Strings in C and C++

American Standard Code for Information Interchange ASCII codes start from 0 and end at 127, so a total of 128 bits, or 7-bits. In memory, each representation is usually stored as one byte, or 8 bits.

Codes 65-90 are A-Z. The character ‘A’ (single quotes) is stored as the value 65 in one byte of memory. For lowercase a-z, they are codes 97-122. The ASCII numerical codes for 0-9 are 48-57. The constant offset of 32 allows one to change the case of any character or character in a string.

Other languages, including Japanese, Chinese, Hindi etc. are defined in Unicode.

Let temp = 'A';. Other than using cout << temp, a character can be printed with printf() as printf("%c", temp);.

Array of characters

Declare char arrayOfChars[10];. One can also initialise each element on declaration.

The size of the array can be determined without defining its length, using char arrayOfChars[] = {'A', 'B'};. This array charOfArrays would have a length of 2. Similarly, the ASCII codes can be used instead: char arrayOfChars[] = {65, 66};. Furthermore, the following conditional statement is valid: if (someChar >= 'b') {...}.

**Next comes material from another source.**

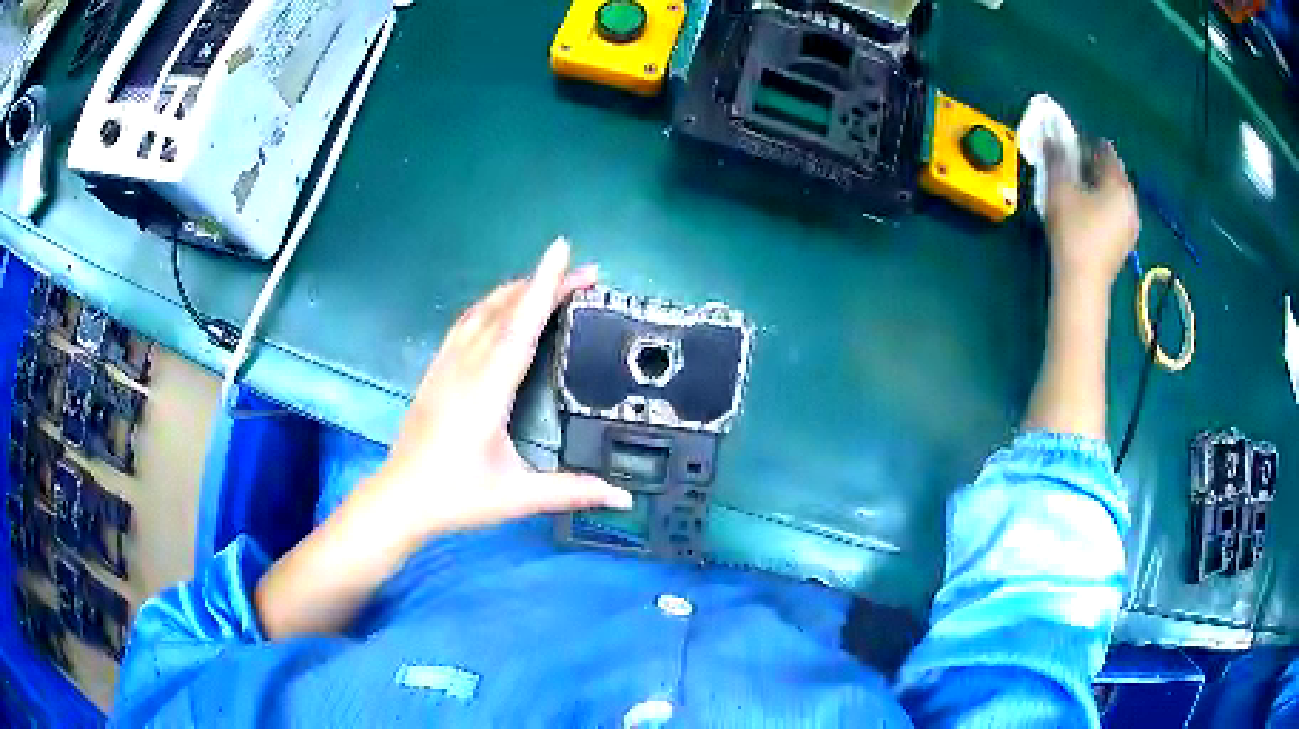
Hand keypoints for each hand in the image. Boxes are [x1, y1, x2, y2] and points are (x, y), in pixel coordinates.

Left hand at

An array with a defined length but fewer initialisations lead the compiler to pad zeros (literally) to uninitialised elements.

Strings are array of characters. In C and C++, the first zero padded element is ‘/0’ (slash-zero), a null character/string delimiter/string terminator/end of string character (marker). This signals the end of the string.

String lengths are determined by the position of the delimiter.

Printing and scanning strings

One can use the aforementioned array of characters approach, including the ‘/0’ character.

One can use double quotes: char aString[] = "My name is ";. The null character is automatically appended. At present the string aString is stored in the stack frame of the parent function.

One can declare a pointer to string, in which case, the string is stored in the heap and the string pointer is held in the stack. The statement char* aString = "My name is "; without brackets achieves this. One can dereference the pointer as normal with *aString.

The argument for printf() to print a string is %s as: printf("%s", aString);. The command cout needs cout << aString;.

User input is achieved similarly with scanf() and cin. Note that scanf stops reading at the next whitespace character. To read a string with whitespace, use get-String gets().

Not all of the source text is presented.